We are looking for a Senior Data Scientist to join our mission to make our platform an even safer place to trade. You will be responsible for designing, building, and continuously enhancing production-grade, end-to-end machine learning models that detect fraud and assess user risk in the Trust and Safety domain. You will be part of a cross-functional business area composed of multiple teams including experts from Product, Customer Service, Analytics, Data and Engineering.

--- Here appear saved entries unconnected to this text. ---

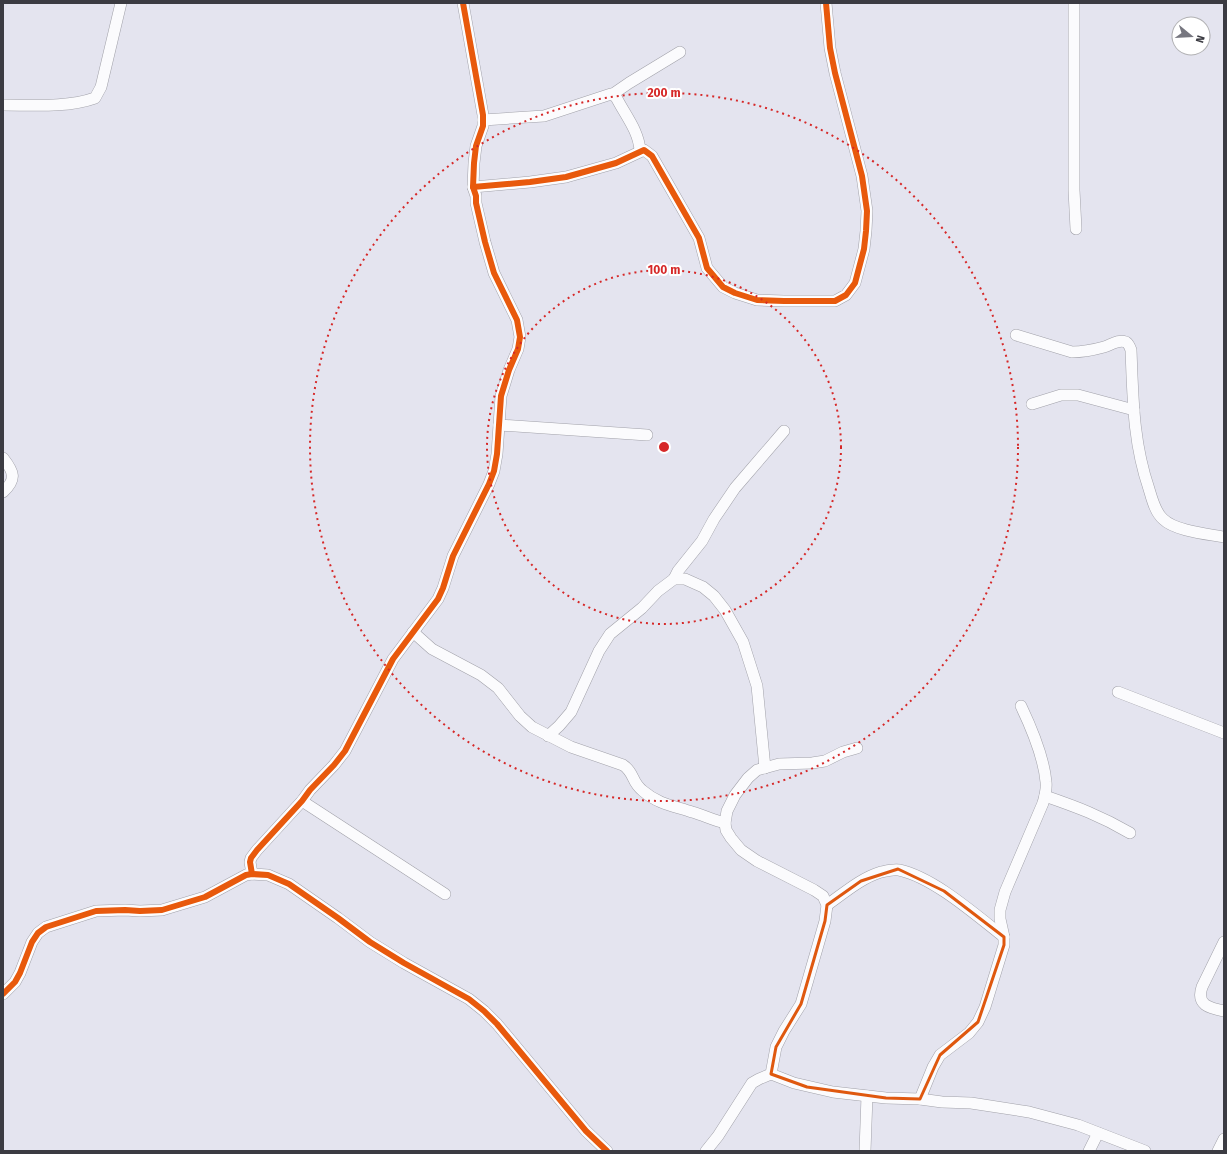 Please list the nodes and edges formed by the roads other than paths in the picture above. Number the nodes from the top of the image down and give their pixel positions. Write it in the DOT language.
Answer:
graph roads {
  1 [pos="121,3"];
  2 [pos="463,3"];
  3 [pos="826,3"];
  4 [pos="1074,3"];
  5 [pos="680,52"];
  6 [pos="613,94"];
  7 [pos="3,104"];
  8 [pos="483,120"];
  9 [pos="640,151"];
  10 [pos="473,187"];
  11 [pos="1076,229"];
  12 [pos="1016,335"];
  13 [pos="1032,404"];
  14 [pos="1134,410"];
  15 [pos="499,425"];
  16 [pos="784,431"];
  17 [pos="647,435"];
  18 [pos="3,458"];
  19 [pos="3,492"];
  20 [pos="1224,537"];
  21 [pos="674,579"];
  22 [pos="413,632"];
  23 [pos="1118,692"];
  24 [pos="1021,706"];
  25 [pos="1224,733"];
  26 [pos="548,736"];
  27 [pos="857,748"];
  28 [pos="765,768"];
  29 [pos="1045,796"];
  30 [pos="302,801"];
  31 [pos="725,823"];
  32 [pos="1130,833"];
  33 [pos="252,874"];
  34 [pos="445,894"];
  35 [pos="827,905"];
  36 [pos="1004,937"];
  37 [pos="1224,942"];
  38 [pos="3,994"];
  39 [pos="1224,1010"];
  40 [pos="771,1074"];
  41 [pos="867,1096"];
  42 [pos="920,1099"];
  43 [pos="1098,1133"];
  44 [pos="1224,1139"];
  45 [pos="607,1151"];
  46 [pos="706,1151"];
  47 [pos="865,1151"];
  48 [pos="1089,1151"];
  49 [pos="1145,1151"];
  50 [pos="1218,1151"];
  1 -- 7 [label="street"];
  2 -- 8 [label="street"];
  3 -- 9 [label="street"];
  4 -- 11 [label="street"];
  5 -- 6 [label="street"];
  6 -- 8 [label="street"];
  6 -- 9 [label="street"];
  8 -- 10 [label="street"];
  9 -- 10 [label="street"];
  10 -- 15 [label="street"];
  12 -- 14 [label="street"];
  13 -- 14 [label="street"];
  14 -- 20 [label="street"];
  15 -- 17 [label="street"];
  15 -- 22 [label="street"];
  16 -- 21 [label="street"];
  18 -- 19 [label="street"];
  21 -- 26 [label="street"];
  21 -- 28 [label="street"];
  22 -- 26 [label="street"];
  22 -- 30 [label="street"];
  23 -- 25 [label="street"];
  24 -- 29 [label="street"];
  26 -- 31 [label="street"];
  27 -- 28 [label="street"];
  28 -- 31 [label="street"];
  29 -- 32 [label="street"];
  29 -- 36 [label="street"];
  30 -- 33 [label="street"];
  30 -- 34 [label="street"];
  31 -- 35 [label="street"];
  33 -- 38 [label="street"];
  33 -- 45 [label="street"];
  35 -- 36 [label="street"];
  35 -- 40 [label="street"];
  36 -- 42 [label="street"];
  37 -- 39 [label="street"];
  40 -- 41 [label="street"];
  40 -- 46 [label="street"];
  41 -- 42 [label="street"];
  41 -- 47 [label="street"];
  42 -- 43 [label="street"];
  43 -- 48 [label="street"];
  43 -- 49 [label="street"];
  44 -- 50 [label="street"];
} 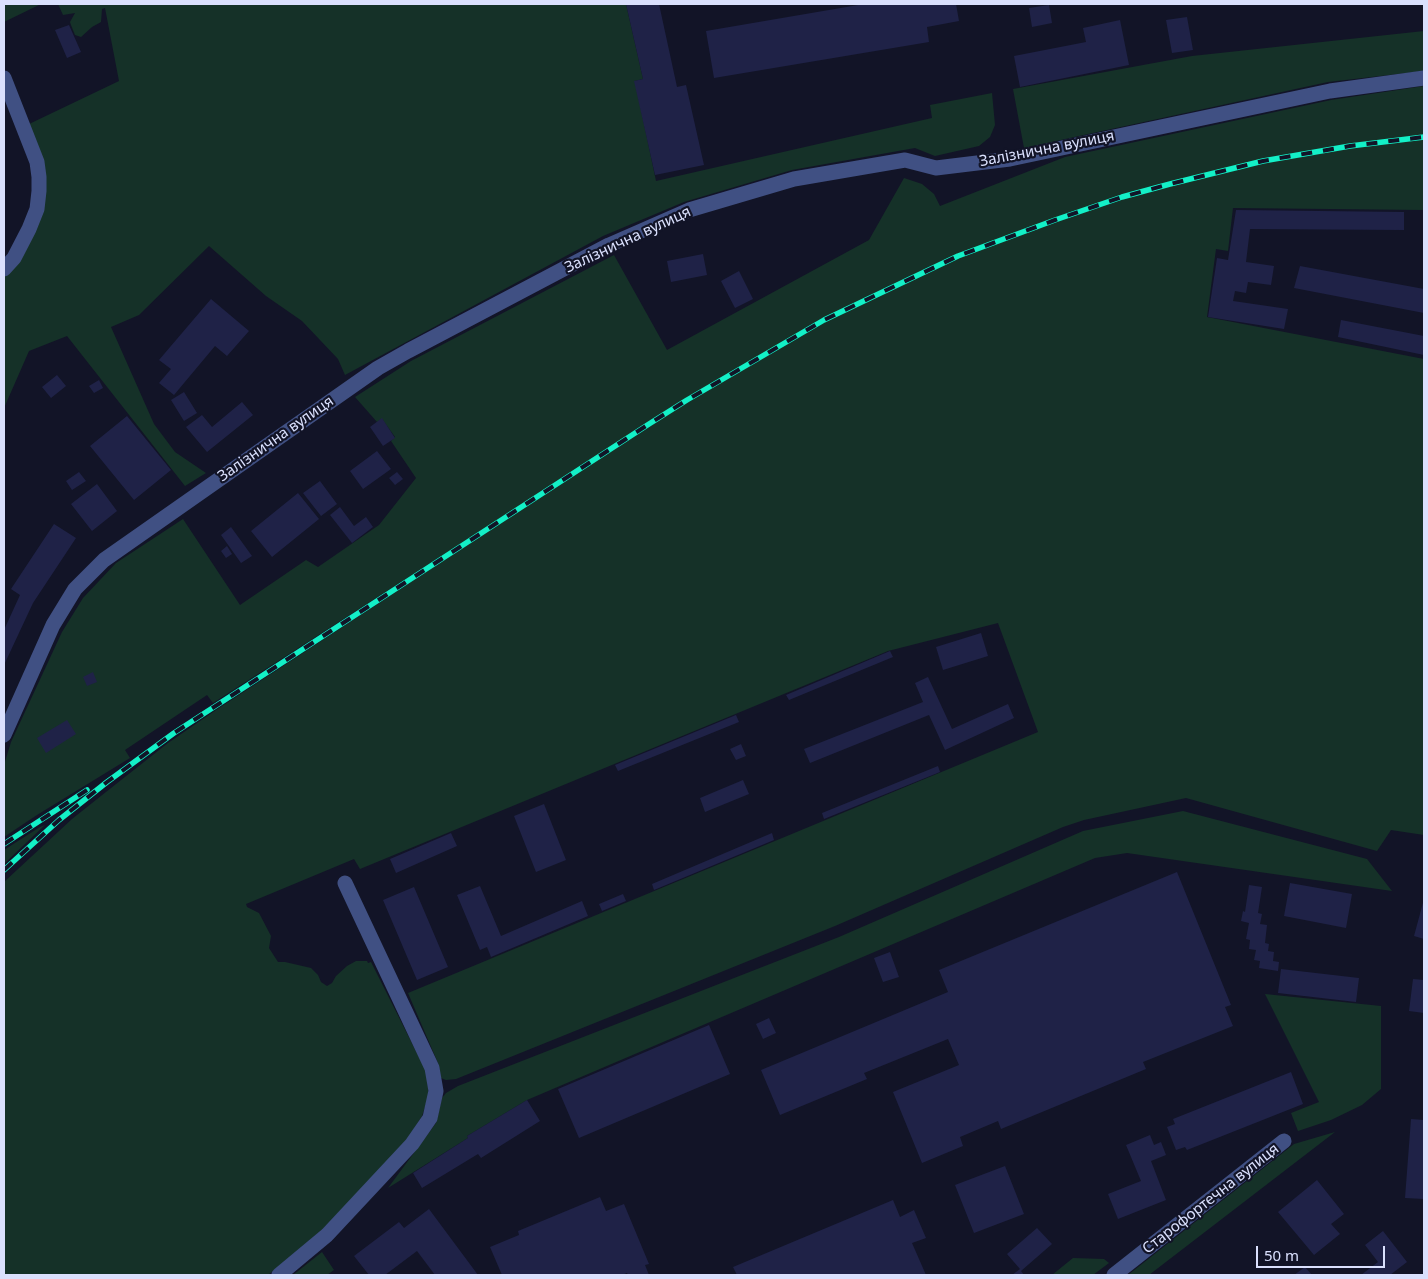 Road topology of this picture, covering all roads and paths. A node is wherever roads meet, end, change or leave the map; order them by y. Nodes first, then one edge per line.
1 (4, 78) edge
2 (1424, 78) edge
3 (4, 269) edge
4 (4, 735) edge
5 (345, 884) dead end
6 (1284, 1141) dead end
7 (280, 1275) edge
8 (1114, 1275) edge

1 - 3 street
2 - 4 street, Залізнична вулиця
5 - 7 street
6 - 8 street, Старофортечна вулиця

Together, you’ll tackle one of the most meaningful challenges in online platforms: building trust at scale.
This is your opportunity to improve the experience of millions of users and have an impact by building a platform that enables sustainable trade for everyone.
Responsibilities
- Understand fraud patterns, user trust needs and identify where Machine Learning can bring the greatest impact.

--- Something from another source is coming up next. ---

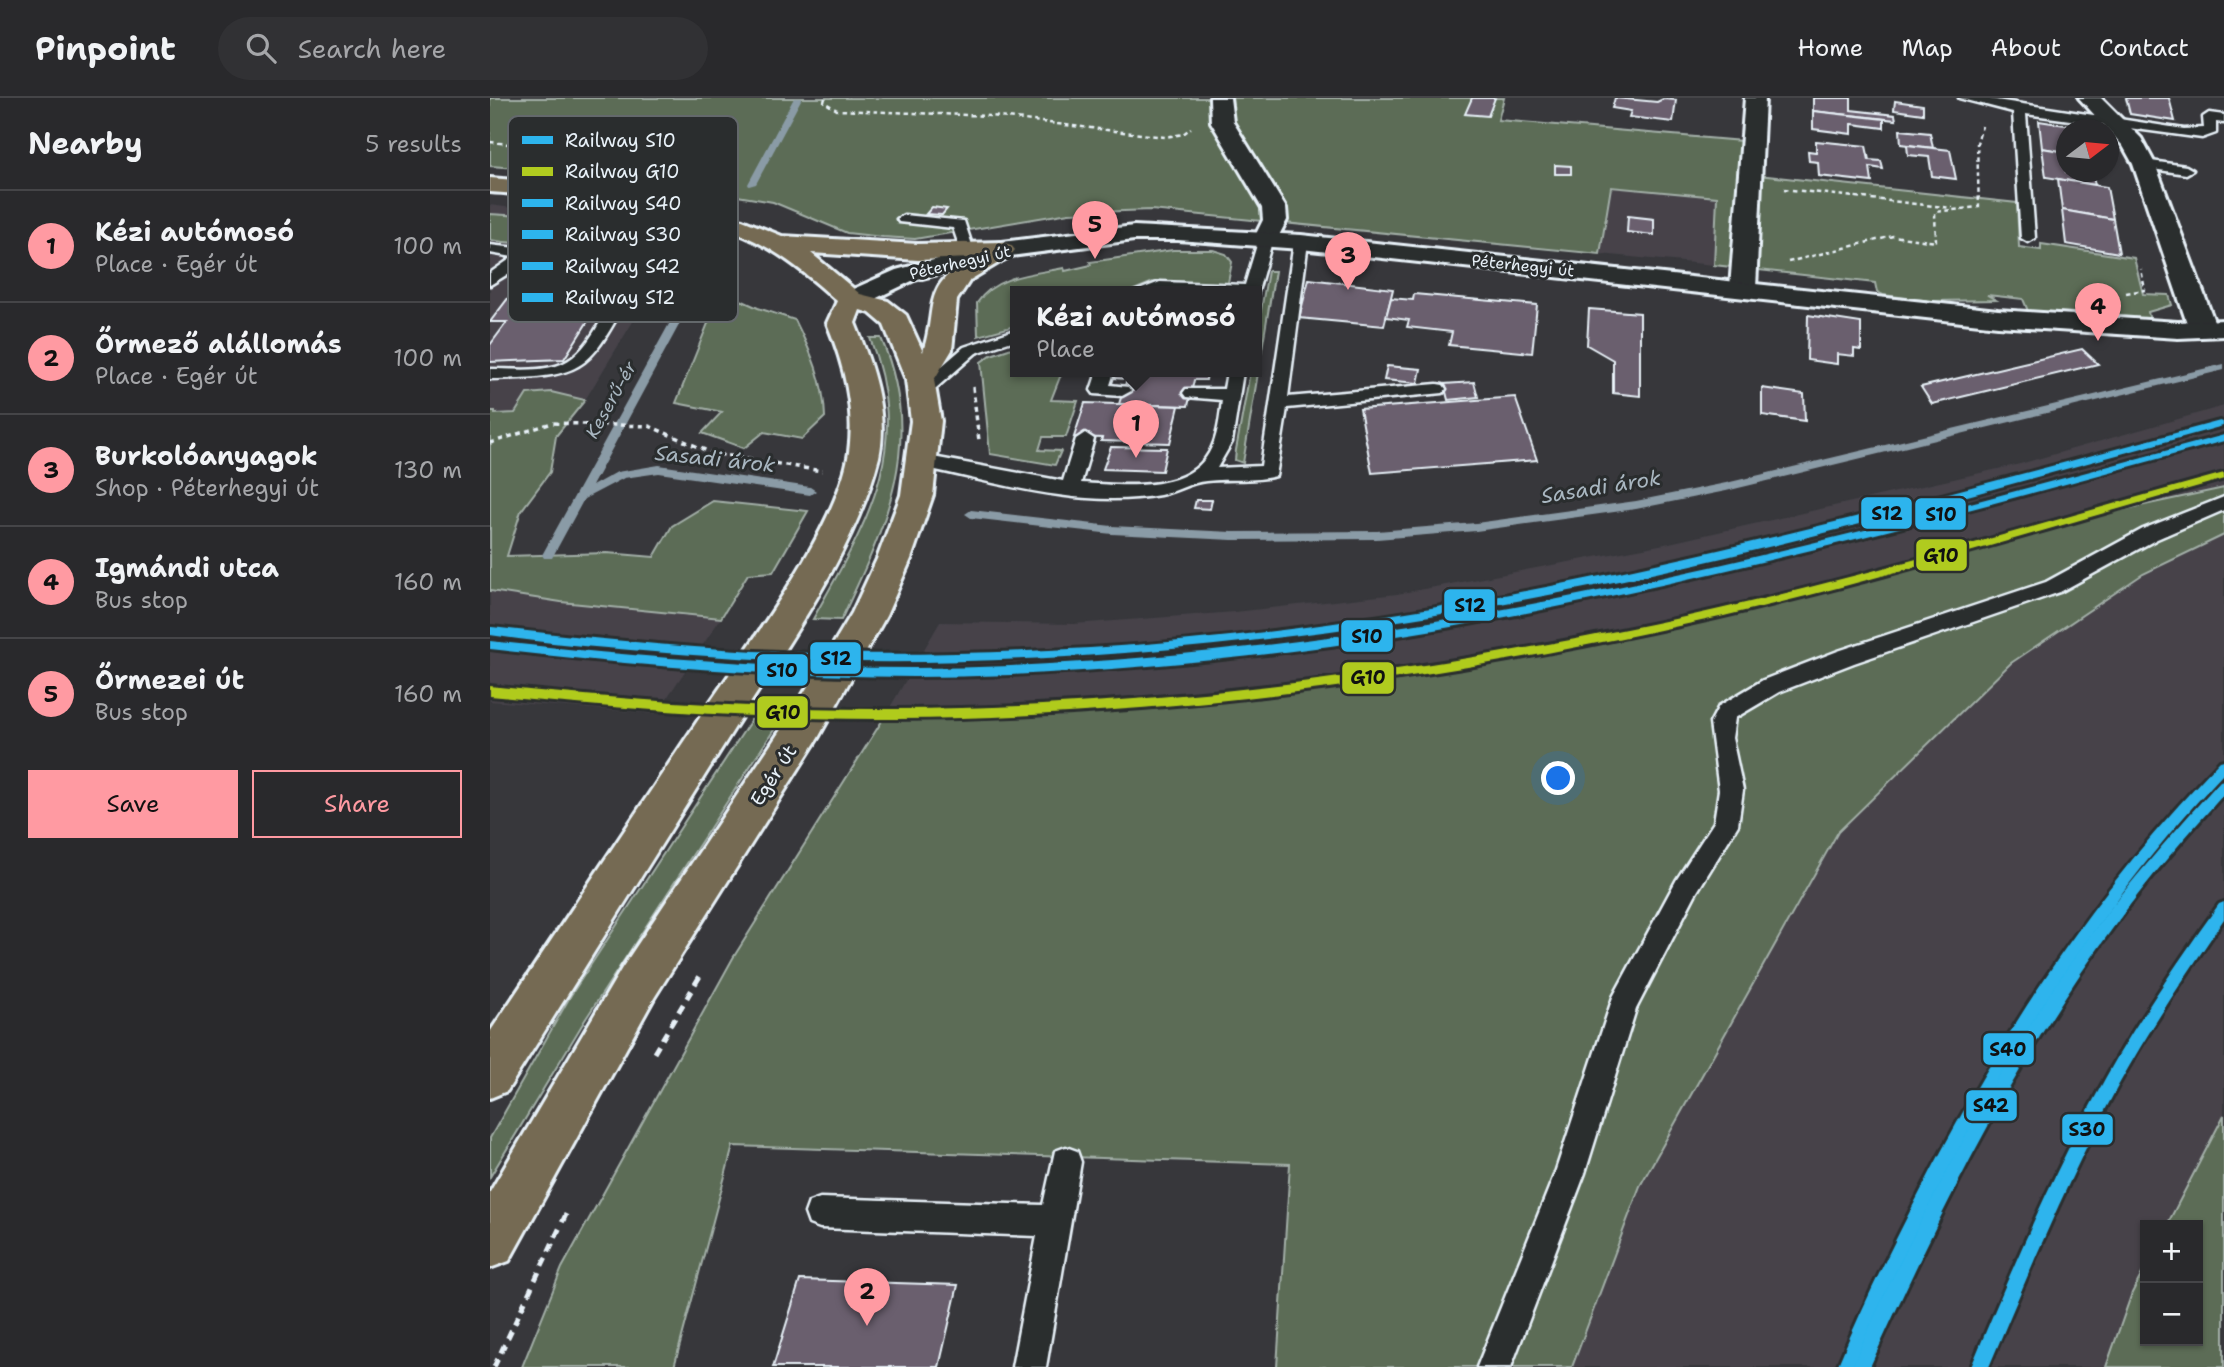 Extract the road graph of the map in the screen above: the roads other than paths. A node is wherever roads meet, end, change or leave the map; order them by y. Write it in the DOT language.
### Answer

- Develop ML models from scratch or fine-tune existing ones for fraud detection and behavioural analytics
- Train and test deep learning models.
- Work as part of an agile cross-functional development team with a “win together, lose together” mindset, having end-to-end responsibility from design and development to deployment, monitoring, and maintenance in production.
- Engineer and select features from large, complex datasets to improve model accuracy and robustness.
- Monitor and evaluate ML models in production, conduct model experiments, comparing variants and identifying improvement and retraining needs.
- Ensure data and model quality, integrity, and reproducibility in production environments.
- Share your knowledge, evolve best practices with your colleagues to boost machine learning at Kleinanzeigen strengthening our ML community.
- Proactively identify opportunities to apply ML for fraud detection and increased user trust.
- Promote ethical AI use, ensuring fairness, transparency, and accountability in all models developed.
Qualifications
- Master’s degree in computer science, data science, statistics, mathematics or related field (or equivalent experience)
- At least 5+ years of proven experience applying ML and deep learning methods to build and deploy production-grade models (e.g., XGBoost, Random Forests, Logistic Regression, Neural Networks, Transformers) ideally in fraud detection or Trust & Safety domain, ensuring quality and robustness of data science outputs.
- Strong proficiency in Python and ML libraries (e.g., scikit-learn, PyTorch, XGBoost), with proven experience applying classical ML to structured and time series data, including feature engineering, model evaluation (e.g., precision/recall, AUC), and deploying scalable models (e.g., XGBoost, Random Forests, Logistic Regression) to production.
- Solid understanding of ML/DS best practices, including model validation, A/B testing, feature engineering, and pipeline management.
- Practical experience with Generative AI and Large Language Models (LLMs) for tasks such as classification, summarization, or risk signal extraction from unstructured text, with a clear understanding of evaluation, prompt design, and ethical considerations in production use.
- Familiarity with cloud-based environments (e.g., AWS) and production ML tools (e.g., SageMaker, Airflow, MLflow).
- Experience working in Agile teams with modern DevOps/dataops practices.
- True team player mentality, with excellent communication skills including ability to explain complex ML results to non-technical stakeholders.
- Proactive collaboration with data and application engineers to shape data models and ensure ML-readiness for production.
- Awareness of ethical and regulatory concerns in AI systems.